[Collected data entries]
»»

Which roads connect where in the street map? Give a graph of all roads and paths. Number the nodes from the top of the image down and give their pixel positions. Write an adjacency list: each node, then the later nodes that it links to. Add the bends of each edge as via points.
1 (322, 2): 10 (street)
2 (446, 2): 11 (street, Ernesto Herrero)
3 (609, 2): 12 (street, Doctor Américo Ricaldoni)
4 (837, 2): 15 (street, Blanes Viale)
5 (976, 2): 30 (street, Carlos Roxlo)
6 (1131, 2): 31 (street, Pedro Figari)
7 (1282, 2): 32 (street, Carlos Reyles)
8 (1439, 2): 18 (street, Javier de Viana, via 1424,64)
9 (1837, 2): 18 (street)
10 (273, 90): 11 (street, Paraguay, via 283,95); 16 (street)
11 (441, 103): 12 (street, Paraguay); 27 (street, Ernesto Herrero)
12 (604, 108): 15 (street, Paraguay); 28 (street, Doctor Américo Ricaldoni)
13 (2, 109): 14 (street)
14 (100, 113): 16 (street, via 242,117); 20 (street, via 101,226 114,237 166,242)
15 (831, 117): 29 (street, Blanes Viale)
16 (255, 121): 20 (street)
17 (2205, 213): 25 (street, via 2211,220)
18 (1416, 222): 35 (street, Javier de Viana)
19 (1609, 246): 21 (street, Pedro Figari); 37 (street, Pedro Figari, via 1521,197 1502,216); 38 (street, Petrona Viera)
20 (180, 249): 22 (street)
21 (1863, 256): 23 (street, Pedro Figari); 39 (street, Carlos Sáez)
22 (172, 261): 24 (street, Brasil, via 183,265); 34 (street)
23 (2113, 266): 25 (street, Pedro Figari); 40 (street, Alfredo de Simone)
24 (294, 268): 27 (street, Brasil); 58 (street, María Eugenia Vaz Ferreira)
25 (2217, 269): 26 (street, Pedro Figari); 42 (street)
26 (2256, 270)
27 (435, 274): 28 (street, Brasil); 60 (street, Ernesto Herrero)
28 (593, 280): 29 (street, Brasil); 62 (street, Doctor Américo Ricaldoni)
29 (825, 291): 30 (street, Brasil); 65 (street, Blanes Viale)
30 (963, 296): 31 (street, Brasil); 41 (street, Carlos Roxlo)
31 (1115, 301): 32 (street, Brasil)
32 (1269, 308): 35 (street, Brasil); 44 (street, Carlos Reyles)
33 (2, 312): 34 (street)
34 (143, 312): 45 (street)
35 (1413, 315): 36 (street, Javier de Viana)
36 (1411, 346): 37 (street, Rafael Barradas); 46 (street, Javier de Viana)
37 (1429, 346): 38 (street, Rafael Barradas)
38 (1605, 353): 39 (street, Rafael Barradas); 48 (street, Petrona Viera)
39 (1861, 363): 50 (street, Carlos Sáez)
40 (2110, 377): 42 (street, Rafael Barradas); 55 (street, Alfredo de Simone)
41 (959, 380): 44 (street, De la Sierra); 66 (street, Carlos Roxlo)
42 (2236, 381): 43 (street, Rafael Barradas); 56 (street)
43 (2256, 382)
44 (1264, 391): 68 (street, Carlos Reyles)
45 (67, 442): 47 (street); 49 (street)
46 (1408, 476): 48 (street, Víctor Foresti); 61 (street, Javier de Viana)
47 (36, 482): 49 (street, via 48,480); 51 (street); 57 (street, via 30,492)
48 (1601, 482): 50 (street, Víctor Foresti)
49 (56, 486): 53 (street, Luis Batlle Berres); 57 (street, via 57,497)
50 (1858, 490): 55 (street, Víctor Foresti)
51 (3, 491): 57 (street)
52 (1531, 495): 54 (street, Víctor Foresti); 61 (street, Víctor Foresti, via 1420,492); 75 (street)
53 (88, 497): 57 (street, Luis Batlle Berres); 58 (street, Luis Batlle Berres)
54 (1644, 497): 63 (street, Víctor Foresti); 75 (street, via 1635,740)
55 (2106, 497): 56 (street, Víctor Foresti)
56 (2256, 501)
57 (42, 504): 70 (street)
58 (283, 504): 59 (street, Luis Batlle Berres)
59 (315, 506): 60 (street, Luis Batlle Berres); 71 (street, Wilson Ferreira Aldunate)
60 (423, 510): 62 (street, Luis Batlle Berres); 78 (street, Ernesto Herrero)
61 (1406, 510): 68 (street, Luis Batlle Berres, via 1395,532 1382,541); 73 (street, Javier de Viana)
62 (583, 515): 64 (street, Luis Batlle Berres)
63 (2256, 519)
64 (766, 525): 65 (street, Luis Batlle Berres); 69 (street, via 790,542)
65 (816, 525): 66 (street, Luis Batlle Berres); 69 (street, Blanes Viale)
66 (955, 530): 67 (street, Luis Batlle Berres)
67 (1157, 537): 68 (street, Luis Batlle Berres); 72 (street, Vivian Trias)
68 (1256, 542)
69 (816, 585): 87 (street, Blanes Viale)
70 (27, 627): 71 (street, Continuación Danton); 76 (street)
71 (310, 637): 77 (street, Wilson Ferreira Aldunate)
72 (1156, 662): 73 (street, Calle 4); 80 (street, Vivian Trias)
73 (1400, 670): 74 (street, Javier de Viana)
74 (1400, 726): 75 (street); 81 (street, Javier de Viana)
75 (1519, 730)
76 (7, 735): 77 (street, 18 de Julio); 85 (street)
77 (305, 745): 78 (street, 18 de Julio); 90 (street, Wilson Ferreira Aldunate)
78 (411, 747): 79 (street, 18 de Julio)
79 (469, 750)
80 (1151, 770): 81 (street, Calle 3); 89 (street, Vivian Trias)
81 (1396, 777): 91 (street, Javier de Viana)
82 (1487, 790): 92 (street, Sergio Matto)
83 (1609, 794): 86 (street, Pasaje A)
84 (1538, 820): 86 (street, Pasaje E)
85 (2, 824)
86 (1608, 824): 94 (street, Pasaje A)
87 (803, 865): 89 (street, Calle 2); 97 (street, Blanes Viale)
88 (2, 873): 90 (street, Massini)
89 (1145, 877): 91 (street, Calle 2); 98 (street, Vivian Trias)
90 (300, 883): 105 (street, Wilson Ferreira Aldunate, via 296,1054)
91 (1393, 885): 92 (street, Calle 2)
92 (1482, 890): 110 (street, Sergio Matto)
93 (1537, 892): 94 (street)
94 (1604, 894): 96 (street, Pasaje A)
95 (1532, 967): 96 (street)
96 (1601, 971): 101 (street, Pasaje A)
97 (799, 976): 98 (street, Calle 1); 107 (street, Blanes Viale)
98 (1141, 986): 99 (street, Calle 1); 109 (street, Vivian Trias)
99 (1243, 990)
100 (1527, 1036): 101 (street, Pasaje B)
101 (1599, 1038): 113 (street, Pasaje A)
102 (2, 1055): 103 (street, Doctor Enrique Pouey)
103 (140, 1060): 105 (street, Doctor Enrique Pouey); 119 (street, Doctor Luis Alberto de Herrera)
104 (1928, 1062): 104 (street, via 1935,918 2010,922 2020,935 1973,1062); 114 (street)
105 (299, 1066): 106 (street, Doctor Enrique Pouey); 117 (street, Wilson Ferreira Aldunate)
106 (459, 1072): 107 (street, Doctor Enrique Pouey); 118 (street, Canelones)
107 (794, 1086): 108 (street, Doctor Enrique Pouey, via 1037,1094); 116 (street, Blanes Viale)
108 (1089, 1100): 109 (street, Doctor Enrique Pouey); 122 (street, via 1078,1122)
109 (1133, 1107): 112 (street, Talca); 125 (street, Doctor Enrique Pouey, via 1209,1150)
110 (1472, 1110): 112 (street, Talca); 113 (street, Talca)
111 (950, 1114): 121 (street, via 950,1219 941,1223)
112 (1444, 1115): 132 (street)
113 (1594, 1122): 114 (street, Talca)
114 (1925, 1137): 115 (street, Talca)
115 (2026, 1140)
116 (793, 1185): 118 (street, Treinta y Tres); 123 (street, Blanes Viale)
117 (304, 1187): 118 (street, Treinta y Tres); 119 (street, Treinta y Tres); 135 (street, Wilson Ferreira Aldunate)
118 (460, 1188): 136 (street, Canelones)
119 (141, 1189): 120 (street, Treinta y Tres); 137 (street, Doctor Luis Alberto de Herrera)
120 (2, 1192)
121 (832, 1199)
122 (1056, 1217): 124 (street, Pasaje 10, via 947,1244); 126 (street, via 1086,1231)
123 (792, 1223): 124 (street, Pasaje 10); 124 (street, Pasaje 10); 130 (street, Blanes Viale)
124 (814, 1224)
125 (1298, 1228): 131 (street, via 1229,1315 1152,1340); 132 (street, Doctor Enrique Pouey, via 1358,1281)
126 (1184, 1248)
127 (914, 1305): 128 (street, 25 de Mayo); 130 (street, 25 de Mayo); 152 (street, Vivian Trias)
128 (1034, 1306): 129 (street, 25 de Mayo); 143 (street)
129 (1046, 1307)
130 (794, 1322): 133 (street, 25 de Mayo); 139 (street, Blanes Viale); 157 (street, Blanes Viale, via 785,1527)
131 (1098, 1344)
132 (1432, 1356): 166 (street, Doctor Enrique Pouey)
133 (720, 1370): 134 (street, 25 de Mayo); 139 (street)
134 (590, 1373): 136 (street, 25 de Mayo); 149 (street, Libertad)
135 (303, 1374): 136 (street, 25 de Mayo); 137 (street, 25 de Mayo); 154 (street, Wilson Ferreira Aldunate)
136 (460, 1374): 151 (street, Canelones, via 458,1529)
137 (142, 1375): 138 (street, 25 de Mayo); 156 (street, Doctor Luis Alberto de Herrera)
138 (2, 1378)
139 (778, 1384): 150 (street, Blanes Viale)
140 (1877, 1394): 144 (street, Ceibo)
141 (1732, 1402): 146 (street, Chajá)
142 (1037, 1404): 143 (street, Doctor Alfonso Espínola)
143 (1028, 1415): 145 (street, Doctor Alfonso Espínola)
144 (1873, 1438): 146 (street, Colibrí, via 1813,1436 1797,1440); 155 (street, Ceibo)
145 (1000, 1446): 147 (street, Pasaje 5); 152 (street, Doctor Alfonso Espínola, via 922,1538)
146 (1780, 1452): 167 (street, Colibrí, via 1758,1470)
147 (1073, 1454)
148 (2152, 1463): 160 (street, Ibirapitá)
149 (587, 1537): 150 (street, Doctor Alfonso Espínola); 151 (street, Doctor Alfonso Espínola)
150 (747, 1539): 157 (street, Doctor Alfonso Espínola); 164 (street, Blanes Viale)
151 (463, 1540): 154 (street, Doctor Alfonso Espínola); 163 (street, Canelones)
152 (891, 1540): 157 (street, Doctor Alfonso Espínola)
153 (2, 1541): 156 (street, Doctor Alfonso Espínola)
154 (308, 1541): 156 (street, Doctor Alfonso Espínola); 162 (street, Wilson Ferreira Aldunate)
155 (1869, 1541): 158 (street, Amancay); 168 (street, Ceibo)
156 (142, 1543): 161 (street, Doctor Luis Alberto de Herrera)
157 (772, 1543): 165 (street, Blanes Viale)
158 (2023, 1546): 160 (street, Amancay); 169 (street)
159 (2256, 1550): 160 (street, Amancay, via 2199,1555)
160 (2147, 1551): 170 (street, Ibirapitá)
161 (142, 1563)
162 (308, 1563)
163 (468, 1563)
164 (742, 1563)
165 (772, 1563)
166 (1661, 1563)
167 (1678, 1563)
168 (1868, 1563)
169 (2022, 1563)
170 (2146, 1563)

««

YOUR ASSIGNMENT:
Each line in the entries above that includes the string "Carlos" should be extracted.

FINISHED EXERCISE:
5 (976, 2): 30 (street, Carlos Roxlo)
7 (1282, 2): 32 (street, Carlos Reyles)
21 (1863, 256): 23 (street, Pedro Figari); 39 (street, Carlos Sáez)
30 (963, 296): 31 (street, Brasil); 41 (street, Carlos Roxlo)
32 (1269, 308): 35 (street, Brasil); 44 (street, Carlos Reyles)
39 (1861, 363): 50 (street, Carlos Sáez)
41 (959, 380): 44 (street, De la Sierra); 66 (street, Carlos Roxlo)
44 (1264, 391): 68 (street, Carlos Reyles)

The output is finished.